Work item – The answer is the full listing restated exactly, without any pictures.
- - -
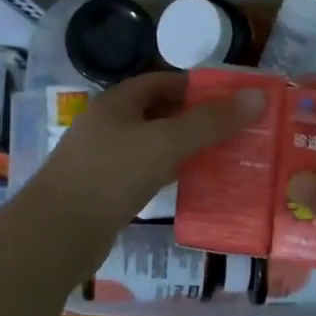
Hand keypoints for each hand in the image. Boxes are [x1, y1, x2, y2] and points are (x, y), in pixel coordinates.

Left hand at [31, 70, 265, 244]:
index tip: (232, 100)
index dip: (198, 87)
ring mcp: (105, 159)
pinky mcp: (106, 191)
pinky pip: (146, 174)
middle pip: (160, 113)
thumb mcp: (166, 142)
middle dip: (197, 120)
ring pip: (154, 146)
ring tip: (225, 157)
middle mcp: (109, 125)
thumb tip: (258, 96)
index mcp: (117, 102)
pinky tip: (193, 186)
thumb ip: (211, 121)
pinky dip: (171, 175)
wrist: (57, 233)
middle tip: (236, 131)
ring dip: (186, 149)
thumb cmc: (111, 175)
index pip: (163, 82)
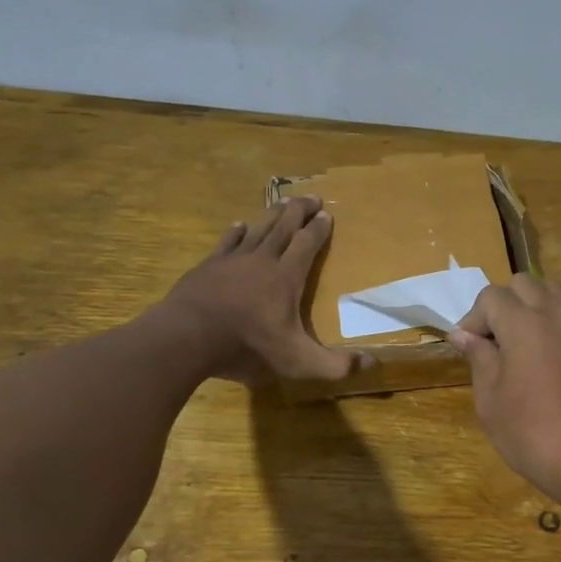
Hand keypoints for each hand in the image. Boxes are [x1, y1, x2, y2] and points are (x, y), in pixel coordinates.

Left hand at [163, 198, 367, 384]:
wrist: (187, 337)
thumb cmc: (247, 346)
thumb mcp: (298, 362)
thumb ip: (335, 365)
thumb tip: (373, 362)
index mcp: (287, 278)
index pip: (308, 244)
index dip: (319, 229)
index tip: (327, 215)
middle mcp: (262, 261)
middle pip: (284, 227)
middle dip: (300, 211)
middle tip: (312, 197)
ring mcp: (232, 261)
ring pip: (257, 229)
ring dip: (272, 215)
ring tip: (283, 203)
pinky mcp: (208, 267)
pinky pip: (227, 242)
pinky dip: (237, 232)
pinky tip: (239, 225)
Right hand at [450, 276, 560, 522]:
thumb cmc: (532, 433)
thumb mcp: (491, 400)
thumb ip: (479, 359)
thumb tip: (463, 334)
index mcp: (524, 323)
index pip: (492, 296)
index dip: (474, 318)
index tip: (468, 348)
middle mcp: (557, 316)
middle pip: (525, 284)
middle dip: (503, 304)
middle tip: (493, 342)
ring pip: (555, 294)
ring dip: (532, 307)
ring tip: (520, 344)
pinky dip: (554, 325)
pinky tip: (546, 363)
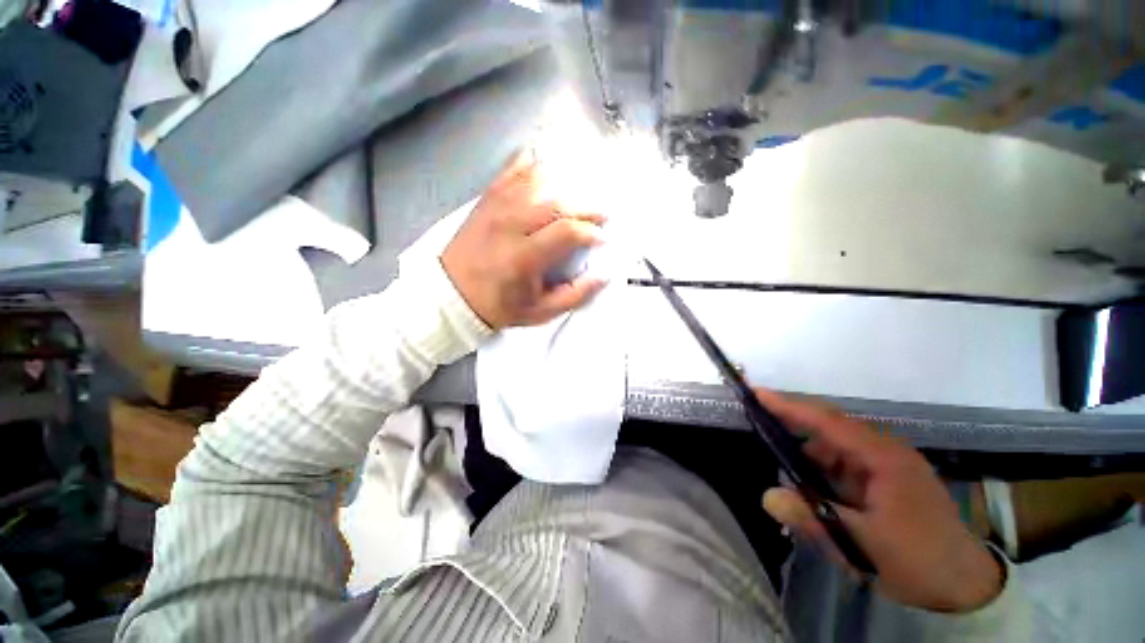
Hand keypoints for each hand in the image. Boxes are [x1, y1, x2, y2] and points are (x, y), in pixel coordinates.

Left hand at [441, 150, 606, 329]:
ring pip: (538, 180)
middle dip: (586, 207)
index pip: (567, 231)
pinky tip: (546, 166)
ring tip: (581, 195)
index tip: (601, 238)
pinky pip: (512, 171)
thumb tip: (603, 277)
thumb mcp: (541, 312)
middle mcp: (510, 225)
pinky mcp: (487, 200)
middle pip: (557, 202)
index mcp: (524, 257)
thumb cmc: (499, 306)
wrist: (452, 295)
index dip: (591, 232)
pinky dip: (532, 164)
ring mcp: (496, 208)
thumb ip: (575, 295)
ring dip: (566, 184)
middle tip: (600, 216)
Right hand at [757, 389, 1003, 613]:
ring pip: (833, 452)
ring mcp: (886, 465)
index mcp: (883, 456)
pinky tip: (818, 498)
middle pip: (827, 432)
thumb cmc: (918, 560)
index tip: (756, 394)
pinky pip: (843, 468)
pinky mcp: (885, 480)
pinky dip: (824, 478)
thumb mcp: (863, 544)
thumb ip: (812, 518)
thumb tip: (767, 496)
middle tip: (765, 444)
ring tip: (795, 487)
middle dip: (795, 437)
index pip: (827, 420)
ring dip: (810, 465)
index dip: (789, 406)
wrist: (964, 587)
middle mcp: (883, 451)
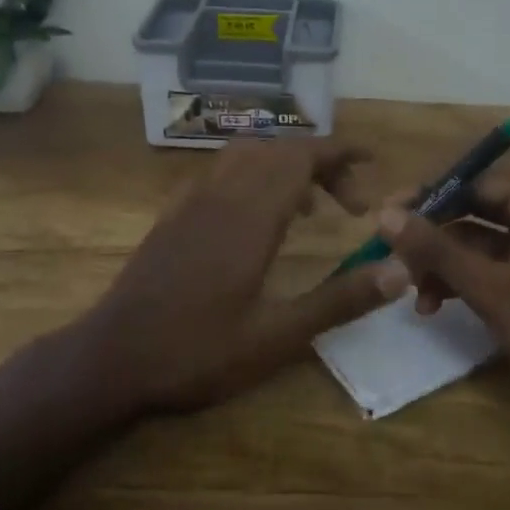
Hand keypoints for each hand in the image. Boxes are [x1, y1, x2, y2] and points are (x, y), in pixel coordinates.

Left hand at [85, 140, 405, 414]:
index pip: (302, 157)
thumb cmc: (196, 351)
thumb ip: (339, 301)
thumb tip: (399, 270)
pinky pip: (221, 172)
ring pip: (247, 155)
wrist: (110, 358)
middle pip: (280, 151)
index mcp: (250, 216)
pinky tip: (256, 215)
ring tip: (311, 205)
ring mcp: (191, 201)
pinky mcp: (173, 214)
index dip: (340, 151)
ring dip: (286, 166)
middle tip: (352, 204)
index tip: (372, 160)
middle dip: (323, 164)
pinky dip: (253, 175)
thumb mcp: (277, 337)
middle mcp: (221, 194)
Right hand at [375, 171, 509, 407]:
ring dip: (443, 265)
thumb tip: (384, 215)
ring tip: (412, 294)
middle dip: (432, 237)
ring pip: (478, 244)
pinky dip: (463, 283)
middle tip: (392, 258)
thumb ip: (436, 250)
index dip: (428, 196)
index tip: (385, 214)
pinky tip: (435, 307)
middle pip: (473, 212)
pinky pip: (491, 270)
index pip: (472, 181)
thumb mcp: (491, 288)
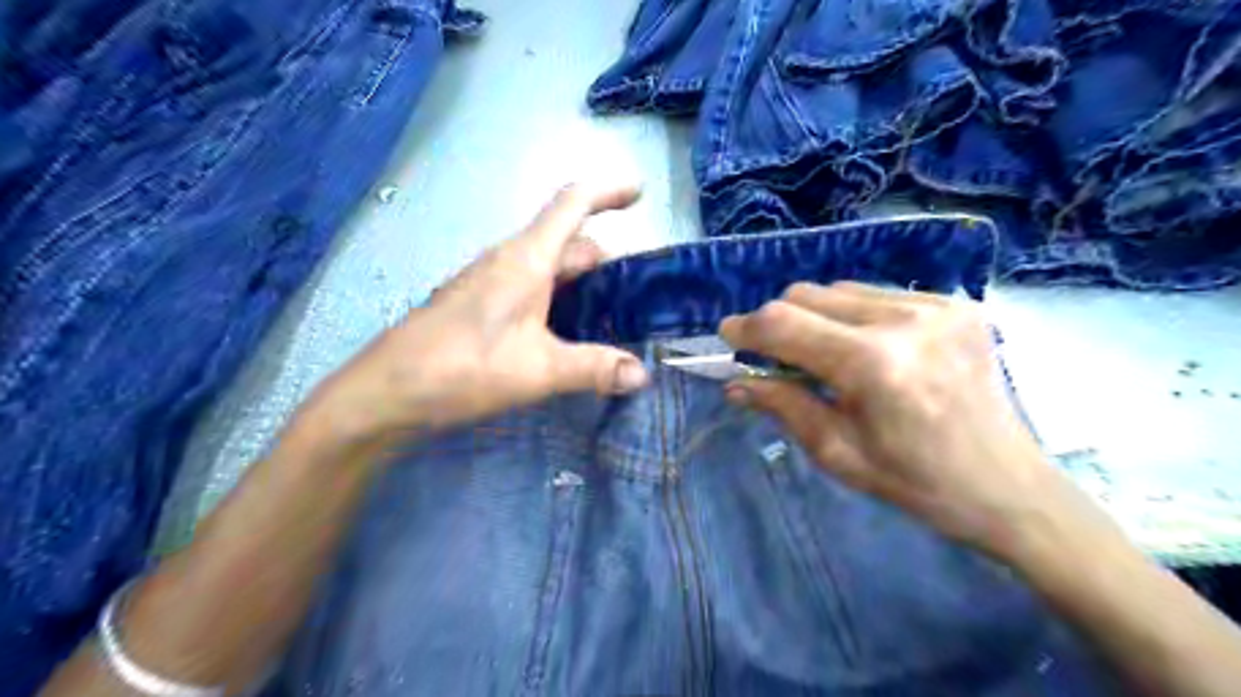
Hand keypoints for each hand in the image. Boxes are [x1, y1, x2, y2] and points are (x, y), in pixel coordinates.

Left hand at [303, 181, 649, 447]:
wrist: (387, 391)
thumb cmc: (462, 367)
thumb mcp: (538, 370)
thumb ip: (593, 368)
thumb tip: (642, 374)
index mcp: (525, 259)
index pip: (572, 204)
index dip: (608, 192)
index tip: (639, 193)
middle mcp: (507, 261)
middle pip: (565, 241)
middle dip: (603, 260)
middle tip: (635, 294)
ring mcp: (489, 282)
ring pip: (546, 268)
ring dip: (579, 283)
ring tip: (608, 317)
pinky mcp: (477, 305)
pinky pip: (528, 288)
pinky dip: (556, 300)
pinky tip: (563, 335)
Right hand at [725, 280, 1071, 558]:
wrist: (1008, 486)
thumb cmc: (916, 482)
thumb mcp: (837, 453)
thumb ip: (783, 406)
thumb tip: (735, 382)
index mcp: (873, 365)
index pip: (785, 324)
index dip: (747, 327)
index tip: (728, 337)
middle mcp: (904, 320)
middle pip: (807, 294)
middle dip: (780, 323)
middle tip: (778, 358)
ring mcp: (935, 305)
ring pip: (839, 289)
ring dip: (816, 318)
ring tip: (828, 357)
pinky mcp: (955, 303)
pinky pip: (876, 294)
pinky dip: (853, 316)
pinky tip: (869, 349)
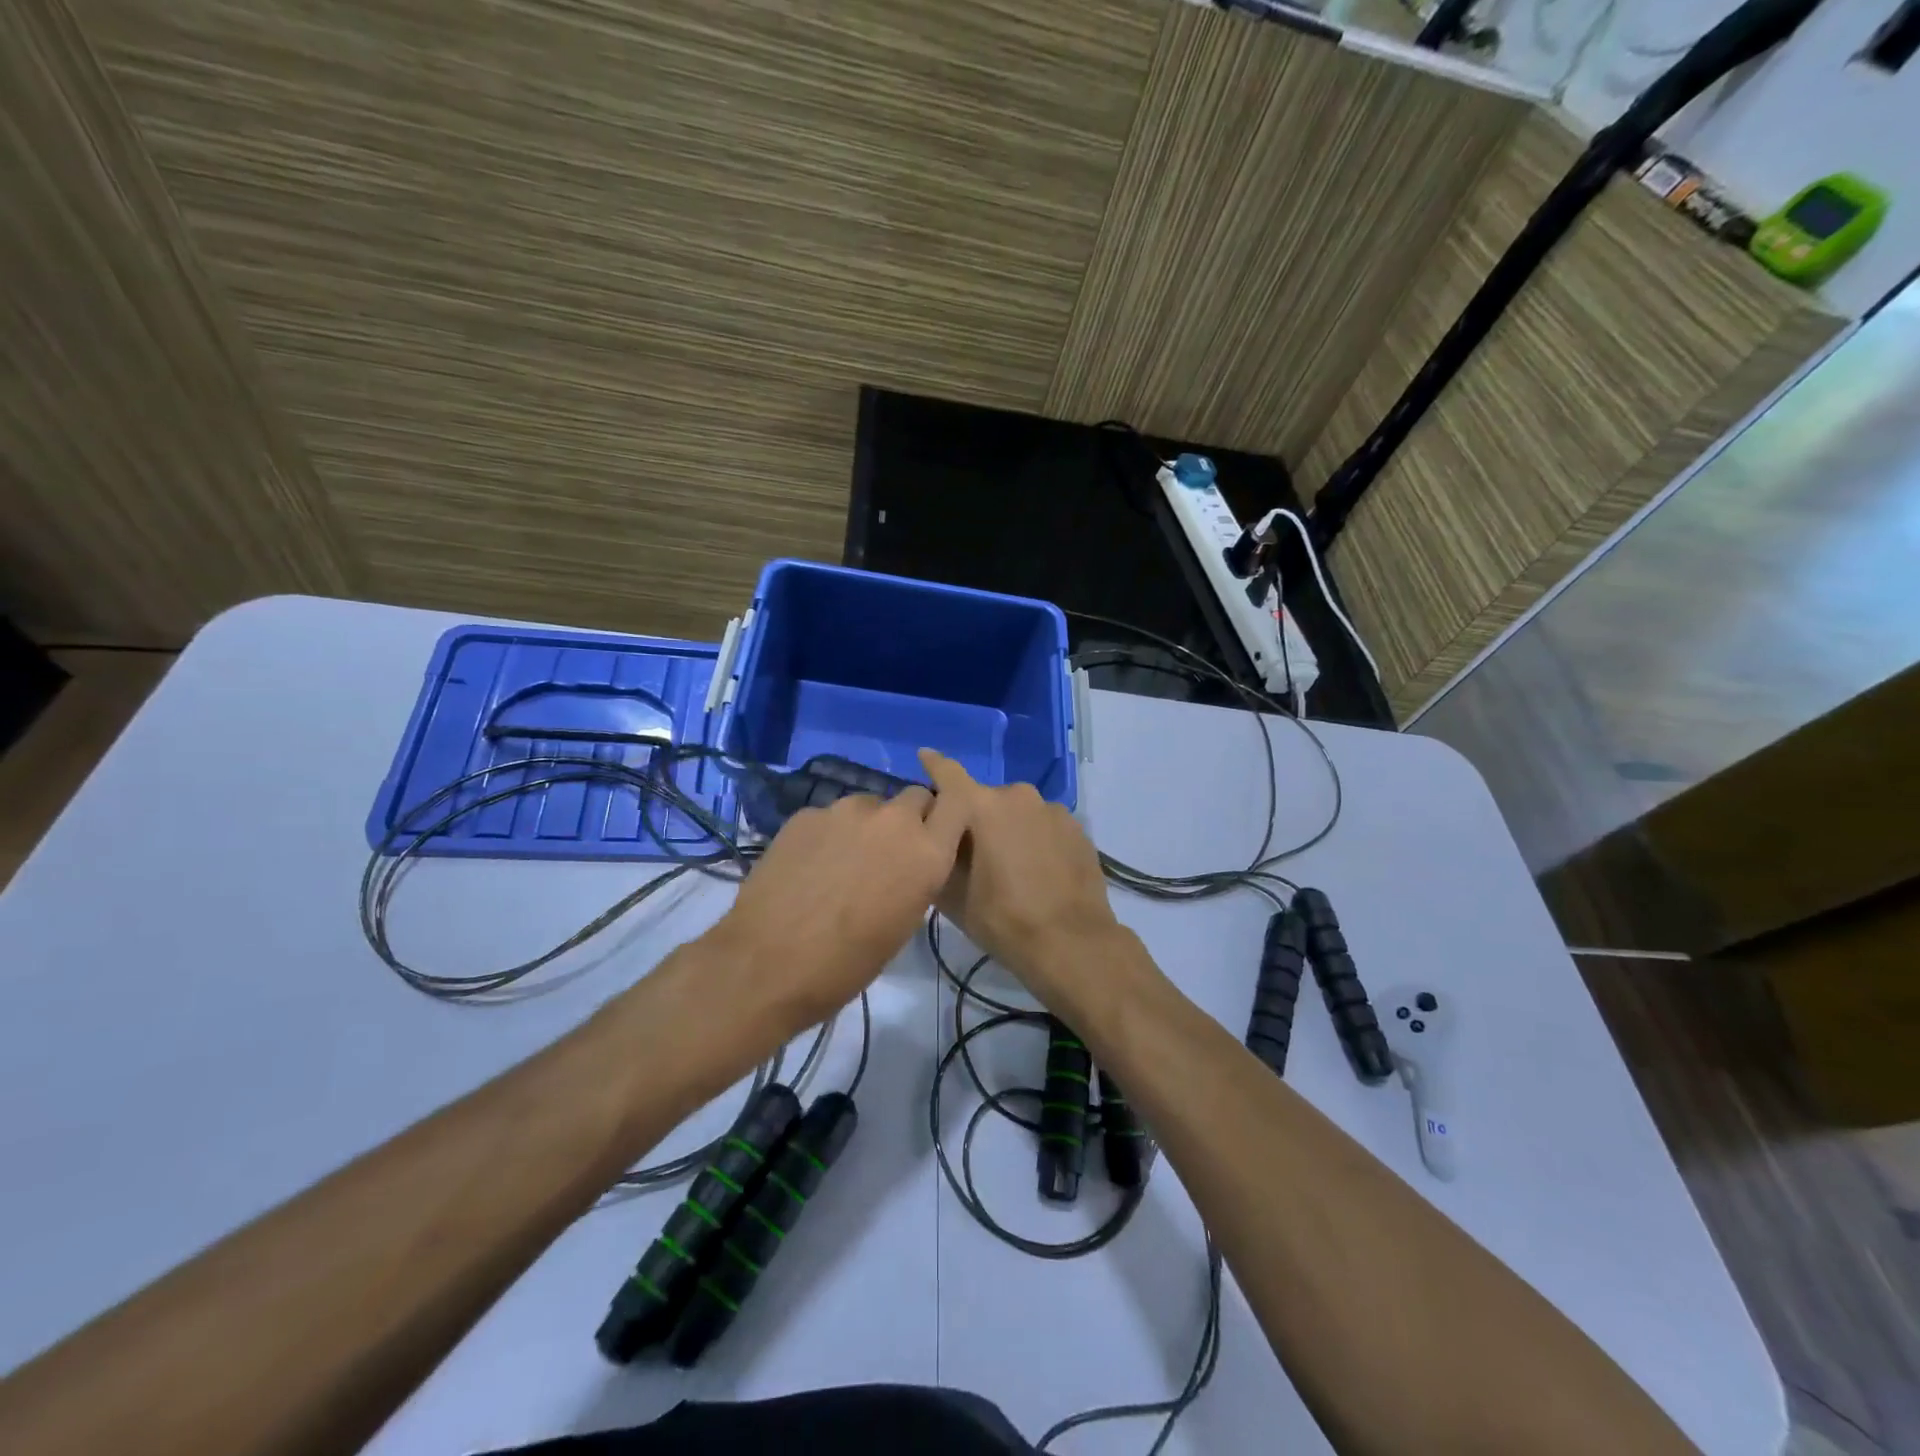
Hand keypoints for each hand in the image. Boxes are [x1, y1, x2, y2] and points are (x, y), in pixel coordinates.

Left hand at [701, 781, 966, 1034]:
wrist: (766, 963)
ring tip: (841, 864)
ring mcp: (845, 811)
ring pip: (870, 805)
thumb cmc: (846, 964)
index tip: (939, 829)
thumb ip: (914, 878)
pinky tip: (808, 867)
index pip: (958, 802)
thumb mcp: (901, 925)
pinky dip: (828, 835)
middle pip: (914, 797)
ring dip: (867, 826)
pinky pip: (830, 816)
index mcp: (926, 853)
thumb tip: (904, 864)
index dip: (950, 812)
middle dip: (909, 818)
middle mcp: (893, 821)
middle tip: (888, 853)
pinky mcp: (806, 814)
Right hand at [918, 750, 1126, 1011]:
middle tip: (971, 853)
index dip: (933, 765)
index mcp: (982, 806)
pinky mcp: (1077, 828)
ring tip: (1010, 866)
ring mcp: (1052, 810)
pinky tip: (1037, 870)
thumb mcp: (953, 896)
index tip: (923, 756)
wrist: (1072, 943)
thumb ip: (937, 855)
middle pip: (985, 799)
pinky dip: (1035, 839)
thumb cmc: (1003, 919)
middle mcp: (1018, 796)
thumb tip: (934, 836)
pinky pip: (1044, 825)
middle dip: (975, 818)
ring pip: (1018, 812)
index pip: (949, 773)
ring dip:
- - -
Answer for this exercise –
Hand keypoints for each hand in the image. Boxes are [x1, y1, x2, y2] and points are (x, y), in pixel coordinates.

Left hand at [31, 70, 265, 244]:
index tip: (232, 100)
index dip: (198, 87)
ring mcp: (105, 159)
pinky mcp: (106, 191)
pinky pip: (146, 174)
middle pip: (160, 113)
thumb mcp: (166, 142)
middle dip: (197, 120)
ring pip: (154, 146)
ring tip: (225, 157)
middle mcp: (109, 125)
thumb tip: (258, 96)
index mcp: (117, 102)
pinky tip: (193, 186)
thumb ip: (211, 121)
pinky dip: (171, 175)
wrist: (57, 233)
middle tip: (236, 131)
ring dip: (186, 149)
thumb cmc: (111, 175)
index pip: (163, 82)
Hand keypoints for each hand in the image. Boxes are [x1, y1, x2, y2] and points are (x, y), in pixel coordinates.

Left hand at [163, 198, 367, 384]:
wrist: (187, 337)
thumb cmc: (247, 346)
thumb mcp: (298, 362)
thumb ip: (335, 365)
thumb tip: (373, 362)
index mcp: (287, 278)
index pip: (308, 244)
index dip: (319, 229)
index tip: (327, 215)
middle mcp: (262, 261)
middle pip: (284, 227)
middle dip: (300, 211)
middle tip: (312, 197)
ring mcp: (232, 261)
ring pip: (257, 229)
ring dip: (272, 215)
ring tip: (283, 203)
pinky mcp: (208, 267)
pinky pip: (227, 242)
pinky dip: (237, 232)
pinky tip: (239, 225)
Right hand at [450, 276, 560, 522]:
thumb cmc: (532, 433)
thumb mcp: (491, 400)
thumb ip: (479, 359)
thumb tip: (463, 334)
index mcp: (524, 323)
index pip: (492, 296)
index dip: (474, 318)
index tip: (468, 348)
middle mcp: (557, 316)
middle pip: (525, 284)
middle dip: (503, 304)
middle tip: (493, 342)
ring pip: (555, 294)
ring dip: (532, 307)
ring tip: (520, 344)
pinky dip: (554, 325)
pinky tip: (546, 363)
Hand keypoints for each hand in the image. Boxes are [x1, y1, x2, y2] and points are (x, y), in pixel coordinates.

Left hand at [441, 150, 606, 329]:
ring pip: (538, 180)
middle dip: (586, 207)
index pip: (567, 231)
pinky tip: (546, 166)
ring tip: (581, 195)
index tip: (601, 238)
pinky pip: (512, 171)
thumb tip: (603, 277)
thumb mcp: (541, 312)
middle mcp: (510, 225)
pinky mcp: (487, 200)
middle pip: (557, 202)
index mcp: (524, 257)
thumb cmc: (499, 306)
wrist: (452, 295)
index dip: (591, 232)
pinky dip: (532, 164)
ring mcp: (496, 208)
thumb ip: (575, 295)
ring dip: (566, 184)
middle tip: (600, 216)
Right hand at [757, 389, 1003, 613]:
ring pip: (833, 452)
ring mcp: (886, 465)
index mcp: (883, 456)
pinky tip: (818, 498)
middle pip: (827, 432)
thumb cmc: (918, 560)
index tip: (756, 394)
pinky pip: (843, 468)
pinky mcp: (885, 480)
pinky dip: (824, 478)
thumb mcp: (863, 544)
thumb ip: (812, 518)
thumb tip: (767, 496)
middle tip: (765, 444)
ring tip: (795, 487)
middle dip: (795, 437)
index pip: (827, 420)
ring dip: (810, 465)
index dip: (789, 406)
wrist: (964, 587)
middle mcp: (883, 451)
Hand keypoints for each hand in the image. Boxes are [x1, y1, x2, y2] and points are (x, y), in pixel coordinates.

Left hand at [85, 140, 405, 414]:
index pip: (302, 157)
thumb cmc: (196, 351)
thumb ip: (339, 301)
thumb tip: (399, 270)
pinky pip: (221, 172)
ring pip: (247, 155)
wrist: (110, 358)
middle pip: (280, 151)
index mcp: (250, 216)
pinky tip: (256, 215)
ring tip: (311, 205)
ring mcp: (191, 201)
pinky mcp: (173, 214)
index dip: (340, 151)
ring dip: (286, 166)
middle tip: (352, 204)
index tip: (372, 160)
middle dip: (323, 164)
pinky dip: (253, 175)
thumb mcp: (277, 337)
middle mcp: (221, 194)
Right hand at [375, 171, 509, 407]:
ring dip: (443, 265)
thumb tip: (384, 215)
ring tip: (412, 294)
middle dip: (432, 237)
ring pip: (478, 244)
pinky dip: (463, 283)
middle tip: (392, 258)
thumb ip: (436, 250)
index dip: (428, 196)
index tip: (385, 214)
pinky tip: (435, 307)
middle pip: (473, 212)
pinky pip: (491, 270)
index pip: (472, 181)
thumb mcp: (491, 288)
Hand keypoints for each hand in the image. Boxes are [x1, y1, x2, y2] and points are (x, y), in pixel coordinates.

Left hand at [303, 181, 649, 447]:
wrist: (387, 391)
thumb cmc: (462, 367)
thumb mcp: (538, 370)
thumb ip: (593, 368)
thumb tip: (642, 374)
index mcp: (525, 259)
index pip: (572, 204)
index dip: (608, 192)
index tip: (639, 193)
middle mcp: (507, 261)
middle pip: (565, 241)
middle dip: (603, 260)
middle tip: (635, 294)
ring mcp: (489, 282)
ring pip: (546, 268)
ring dip: (579, 283)
ring tip: (608, 317)
pinky mcp: (477, 305)
pinky pip: (528, 288)
pinky dip: (556, 300)
pinky tip: (563, 335)
Right hand at [725, 280, 1071, 558]:
wrist: (1008, 486)
thumb cmc: (916, 482)
thumb mcp: (837, 453)
thumb ip: (783, 406)
thumb tip: (735, 382)
index mcp: (873, 365)
index pip: (785, 324)
index dip: (747, 327)
index tip: (728, 337)
middle mcp: (904, 320)
middle pip: (807, 294)
middle dip: (780, 323)
middle tip: (778, 358)
ring mcp: (935, 305)
ring pip: (839, 289)
ring dip: (816, 318)
ring tip: (828, 357)
pinky mcp: (955, 303)
pinky pip: (876, 294)
pinky dip: (853, 316)
pinky tip: (869, 349)
Hand keypoints for each hand in the image. Boxes are [x1, y1, x2, y2] and points are (x, y), in pixel coordinates.

Left hand at [701, 781, 966, 1034]:
wrist: (766, 963)
ring tip: (841, 864)
ring mcp: (845, 811)
ring pip: (870, 805)
thumb cmc: (846, 964)
index tip: (939, 829)
thumb ip: (914, 878)
pinky tip: (808, 867)
index pip: (958, 802)
thumb mcp: (901, 925)
pinky dip: (828, 835)
middle pip: (914, 797)
ring dip: (867, 826)
pinky pip: (830, 816)
index mcp: (926, 853)
thumb tip: (904, 864)
index dip: (950, 812)
middle dip: (909, 818)
middle mcp: (893, 821)
middle tip: (888, 853)
pinky mcp: (806, 814)
Right hand at [918, 750, 1126, 1011]:
middle tip: (971, 853)
index dip: (933, 765)
index mcp: (982, 806)
pinky mcp: (1077, 828)
ring tip: (1010, 866)
ring mcp: (1052, 810)
pinky tip: (1037, 870)
thumb mcp: (953, 896)
index tip: (923, 756)
wrist: (1072, 943)
thumb ip: (937, 855)
middle pip: (985, 799)
pinky dip: (1035, 839)
thumb cmc: (1003, 919)
middle mcp: (1018, 796)
thumb tip: (934, 836)
pinky pip: (1044, 825)
middle dip: (975, 818)
ring pip: (1018, 812)
index pip: (949, 773)
ring dip:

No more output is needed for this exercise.